PAX 2011: Harmonix Reverses Q&A Panel
Rather than being subjected to questions, the Harmonix team turns the tables and asks the questions instead.
Who was there: Members of Harmonix, including community managers Annette Gonzalez and Eric Pope; director of brand management, John Drake; and community development manager Aaron Trites. Rather than having a standard question-and-answer session where fans asked the questions, the team at Harmonix used this period to ask the audience the questions. On top of that, they had a live demo of their upcoming iOS title, VidRhythm.
What they showed and talked about: For the first quarter of their hour-long panel, they had the audience participate in a live demo of VidRhythm, their soon-to-be-released iOS game. The game, which was developed as a pet project over the last three months and was created by a team of eight, plays similarly to the "make your own music video games" that were released in the mid-'90s for the Sega CD. Rather than taking preexisting songs and creating a music video, there are original songs for the game, and by using yourself or friends, you record snippets of sounds, letters, words, and so on. Once the samples are collected, the game uses these and inserts them into the music, and a short video clip is made.
The first clip that was prepared ahead of time was for a song call D-O-G-S and used a few familiar faces including Xbox's Major Nelson and popular PAX panelist and actor Wil Wheaton. The clip, which lasted about 30 seconds, was quite comical as each of the people in the clip performed one sound--in this case, a letter--but it looped in a number of different ways to produce a very fun result.

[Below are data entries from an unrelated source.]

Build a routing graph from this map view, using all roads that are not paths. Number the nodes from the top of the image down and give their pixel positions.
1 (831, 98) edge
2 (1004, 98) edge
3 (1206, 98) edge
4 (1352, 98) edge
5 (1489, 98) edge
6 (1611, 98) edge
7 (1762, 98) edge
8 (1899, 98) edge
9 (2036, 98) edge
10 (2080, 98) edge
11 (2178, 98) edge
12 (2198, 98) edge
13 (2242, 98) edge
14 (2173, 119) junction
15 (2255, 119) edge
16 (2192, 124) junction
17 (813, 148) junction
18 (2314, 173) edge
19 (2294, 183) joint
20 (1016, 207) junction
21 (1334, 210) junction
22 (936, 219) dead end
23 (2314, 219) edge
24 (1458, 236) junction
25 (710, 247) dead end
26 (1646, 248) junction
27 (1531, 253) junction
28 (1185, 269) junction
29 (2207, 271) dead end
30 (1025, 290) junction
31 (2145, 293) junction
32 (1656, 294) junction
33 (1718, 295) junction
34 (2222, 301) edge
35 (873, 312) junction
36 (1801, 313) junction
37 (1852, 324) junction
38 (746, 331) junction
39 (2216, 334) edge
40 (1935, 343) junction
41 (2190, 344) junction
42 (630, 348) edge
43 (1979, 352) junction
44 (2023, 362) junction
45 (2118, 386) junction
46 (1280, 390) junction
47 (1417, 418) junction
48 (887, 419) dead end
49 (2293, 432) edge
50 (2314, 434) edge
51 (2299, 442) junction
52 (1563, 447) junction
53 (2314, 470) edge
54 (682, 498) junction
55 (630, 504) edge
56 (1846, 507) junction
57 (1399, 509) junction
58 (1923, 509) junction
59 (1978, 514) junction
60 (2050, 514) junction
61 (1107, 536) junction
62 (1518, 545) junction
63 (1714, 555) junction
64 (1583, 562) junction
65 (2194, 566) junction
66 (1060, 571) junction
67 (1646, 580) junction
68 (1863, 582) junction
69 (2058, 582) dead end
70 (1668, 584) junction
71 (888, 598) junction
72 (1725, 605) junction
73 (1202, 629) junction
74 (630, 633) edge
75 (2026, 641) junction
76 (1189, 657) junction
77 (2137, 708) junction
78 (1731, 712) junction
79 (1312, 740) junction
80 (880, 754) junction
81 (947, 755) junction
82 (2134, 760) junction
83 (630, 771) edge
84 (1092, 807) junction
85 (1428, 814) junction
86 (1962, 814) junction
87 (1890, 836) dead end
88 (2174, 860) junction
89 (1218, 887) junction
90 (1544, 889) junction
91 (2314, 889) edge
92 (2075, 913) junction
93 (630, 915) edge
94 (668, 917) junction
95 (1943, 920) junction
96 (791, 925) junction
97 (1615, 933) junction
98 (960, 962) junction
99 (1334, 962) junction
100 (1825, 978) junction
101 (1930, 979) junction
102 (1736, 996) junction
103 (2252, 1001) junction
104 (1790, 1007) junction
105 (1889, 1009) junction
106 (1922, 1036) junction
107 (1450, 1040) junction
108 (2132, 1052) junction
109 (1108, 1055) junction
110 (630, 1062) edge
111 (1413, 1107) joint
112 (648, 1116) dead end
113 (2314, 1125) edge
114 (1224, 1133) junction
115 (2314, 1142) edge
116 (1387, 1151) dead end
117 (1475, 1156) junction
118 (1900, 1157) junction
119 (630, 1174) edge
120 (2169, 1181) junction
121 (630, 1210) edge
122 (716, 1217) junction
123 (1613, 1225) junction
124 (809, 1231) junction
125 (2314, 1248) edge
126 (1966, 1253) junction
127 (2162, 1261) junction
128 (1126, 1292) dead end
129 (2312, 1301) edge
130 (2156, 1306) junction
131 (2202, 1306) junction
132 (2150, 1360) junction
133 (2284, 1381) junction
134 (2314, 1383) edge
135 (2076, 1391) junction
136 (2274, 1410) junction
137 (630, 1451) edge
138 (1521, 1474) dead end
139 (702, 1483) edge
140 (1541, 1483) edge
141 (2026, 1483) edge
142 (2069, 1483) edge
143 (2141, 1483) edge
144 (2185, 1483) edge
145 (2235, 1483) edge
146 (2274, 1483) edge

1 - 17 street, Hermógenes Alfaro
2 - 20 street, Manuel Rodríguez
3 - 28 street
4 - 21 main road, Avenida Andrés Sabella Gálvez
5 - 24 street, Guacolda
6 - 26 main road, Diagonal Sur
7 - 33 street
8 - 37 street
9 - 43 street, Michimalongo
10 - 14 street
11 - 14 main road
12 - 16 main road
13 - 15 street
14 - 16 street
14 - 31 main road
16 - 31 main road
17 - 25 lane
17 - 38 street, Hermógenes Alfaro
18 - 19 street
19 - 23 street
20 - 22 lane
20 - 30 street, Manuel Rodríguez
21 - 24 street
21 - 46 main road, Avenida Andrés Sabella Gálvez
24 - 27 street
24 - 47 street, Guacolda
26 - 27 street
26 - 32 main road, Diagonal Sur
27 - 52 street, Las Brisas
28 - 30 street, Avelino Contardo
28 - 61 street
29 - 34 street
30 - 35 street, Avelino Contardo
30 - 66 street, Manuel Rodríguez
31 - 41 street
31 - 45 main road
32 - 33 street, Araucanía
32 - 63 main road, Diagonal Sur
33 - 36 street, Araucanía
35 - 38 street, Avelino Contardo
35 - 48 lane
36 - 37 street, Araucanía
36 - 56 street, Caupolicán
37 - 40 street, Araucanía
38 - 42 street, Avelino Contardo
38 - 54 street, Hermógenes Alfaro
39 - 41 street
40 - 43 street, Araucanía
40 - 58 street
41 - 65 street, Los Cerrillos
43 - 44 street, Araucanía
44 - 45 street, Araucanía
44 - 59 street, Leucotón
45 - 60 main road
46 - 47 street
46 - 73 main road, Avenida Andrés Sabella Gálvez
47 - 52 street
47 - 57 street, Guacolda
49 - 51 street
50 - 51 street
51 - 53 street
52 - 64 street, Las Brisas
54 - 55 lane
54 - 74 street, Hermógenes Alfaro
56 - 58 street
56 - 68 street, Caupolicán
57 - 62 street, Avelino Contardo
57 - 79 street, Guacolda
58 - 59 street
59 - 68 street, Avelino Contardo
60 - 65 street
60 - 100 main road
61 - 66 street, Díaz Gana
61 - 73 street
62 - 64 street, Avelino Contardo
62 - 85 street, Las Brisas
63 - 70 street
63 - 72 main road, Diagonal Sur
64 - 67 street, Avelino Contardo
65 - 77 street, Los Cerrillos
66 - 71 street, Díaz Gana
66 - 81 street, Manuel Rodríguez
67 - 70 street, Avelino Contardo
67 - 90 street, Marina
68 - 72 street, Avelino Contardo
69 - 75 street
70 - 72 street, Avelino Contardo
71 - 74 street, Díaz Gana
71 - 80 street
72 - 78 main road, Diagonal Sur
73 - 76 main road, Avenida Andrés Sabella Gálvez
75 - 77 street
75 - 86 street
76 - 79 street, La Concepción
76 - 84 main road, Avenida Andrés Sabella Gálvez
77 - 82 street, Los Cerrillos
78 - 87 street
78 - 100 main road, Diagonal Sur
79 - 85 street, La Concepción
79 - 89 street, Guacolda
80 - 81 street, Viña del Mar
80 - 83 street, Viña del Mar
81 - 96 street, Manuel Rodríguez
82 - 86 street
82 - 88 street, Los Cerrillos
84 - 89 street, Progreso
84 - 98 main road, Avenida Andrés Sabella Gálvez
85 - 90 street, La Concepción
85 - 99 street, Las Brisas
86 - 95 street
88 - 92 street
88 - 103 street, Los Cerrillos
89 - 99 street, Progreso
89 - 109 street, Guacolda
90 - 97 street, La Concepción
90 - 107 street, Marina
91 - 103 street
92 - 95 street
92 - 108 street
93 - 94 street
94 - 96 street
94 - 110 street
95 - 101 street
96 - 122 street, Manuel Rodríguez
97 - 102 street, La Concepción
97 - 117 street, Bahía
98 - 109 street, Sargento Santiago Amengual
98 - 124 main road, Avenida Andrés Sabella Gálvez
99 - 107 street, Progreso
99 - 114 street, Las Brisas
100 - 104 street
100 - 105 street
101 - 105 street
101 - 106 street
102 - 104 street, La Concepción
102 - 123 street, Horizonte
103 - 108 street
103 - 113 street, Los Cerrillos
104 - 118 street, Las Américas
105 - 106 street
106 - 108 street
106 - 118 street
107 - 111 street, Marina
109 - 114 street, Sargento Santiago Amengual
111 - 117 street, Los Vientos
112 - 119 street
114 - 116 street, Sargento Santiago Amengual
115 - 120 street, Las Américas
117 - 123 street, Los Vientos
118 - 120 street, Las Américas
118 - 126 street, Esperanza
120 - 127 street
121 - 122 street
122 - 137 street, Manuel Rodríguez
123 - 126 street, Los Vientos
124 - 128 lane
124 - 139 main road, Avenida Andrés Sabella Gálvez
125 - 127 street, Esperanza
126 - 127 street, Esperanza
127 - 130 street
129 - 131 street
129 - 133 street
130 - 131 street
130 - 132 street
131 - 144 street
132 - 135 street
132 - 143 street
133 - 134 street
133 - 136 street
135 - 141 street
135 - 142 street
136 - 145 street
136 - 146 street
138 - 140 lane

For the second demonstration, the audience was used to perform a hip-hop number. Various members were asked to make sounds, which included "tom" and "chk," and the entire audience meowed--yes, we all did it and it sounded hiliarious--and it was then looped into a video that was very feline-heavy.
Unsurprisingly, VidRhythm not only was easy to use, but was a lot of fun and very interactive. When it launches shortly, it will cost only $1.99 and will have more than 20 tunes to play around with. As you would expect, numerous social functions will be included; expect to see a lot of quirky videos on Facebook and in your inbox from friends featuring songs that will get stuck in your head
For the remainder of the panel, the shift was on Harmonix and its console games, specifically its Dance Central and Rock Band franchises. For starters, we were treated to some information regarding the upcoming release of Dance Central 2. Six songs were confirmed for Dance Central 2:
"Baby Got Back" - Sir Mix-a-lot
"The Humpty Dance" - Digital Underground
"The Breaks" - Kurtis Blow
"Yeah" - Usher feat Lil John and Ludacris
"What is Love?" - Hadaway
"My Prerogative" - Bobby Brown
As an added bonus, they also confirmed that all Dance Central songs, both from the game and DLC, can be imported into Dance Central 2 when it hits stores.
The talk surrounding Dance Central went forward with the panel asking a number of different questions, the most interesting of which was why people did not purchase Dance Central. Not surprisingly, the two most common responses from the audience were that (1) the Kinect was too expensive and not worth buying for only one game and (2) people live in homes that are not large enough to be able to fully experience what the Kinect has to offer.
Both responses were quite straightforward, and the panelists agreed in principle to both but offered suggestions. Regarding the Kinect itself, they pointed out that the future release calendar outside of Dance Central for Kinect-supported games is big; singling out games like Rise of Knightmares, Gunslinger, and even the recently release Child of Eden as other reasons to pick up a Kinect. As for the second issue, the only suggestion was for people to consider looking into what third-party peripheral manufacturers are making that may aid in allowing smaller living rooms to still properly use the system. Also, they joked that buying a home with a larger house could also help.
The last part of the panel shifted toward talk of their marquee franchise, Rock Band. This is the first year in over four years that Harmonix did not have a Rock Band-related booth on the PAX show floor. Since they didn't have a product being released this year, they felt it was not necessary to bring a four-year-old franchise to the show. The panelists used the last few minutes to engage with the audience to see what they could do to revitalize the genre and what is needed for them to do in order to have a successful fourth game, be it another Rock Band or a new music-based game.
Unfortunately, none of the audience suggestions were of much help. The audience was pushing toward a more hardcore experience with statistical tracking, having Harmonix shift to karaoke and market its games and products to bars and restaurants or going free-to-play on the PC. None of these really tackled their question, which was more about finding a way of ensuring that the future of music games is still fresh and can capture a wider audience rather than a small, niche group.
Takeaway: It seems clear that Harmonix understands and accepts that the music genre on consoles is on the decline and that it isn't feasible for them to constantly release Rock Band games with little to no changes. They clearly love making music games, but trying to market a franchise with only superficial changes will not lead to any long-term financial success. They certainly want to continue to make games in the genre, but whatever lies ahead, it has to be something that not only is unique, but will appeal to a wider audience.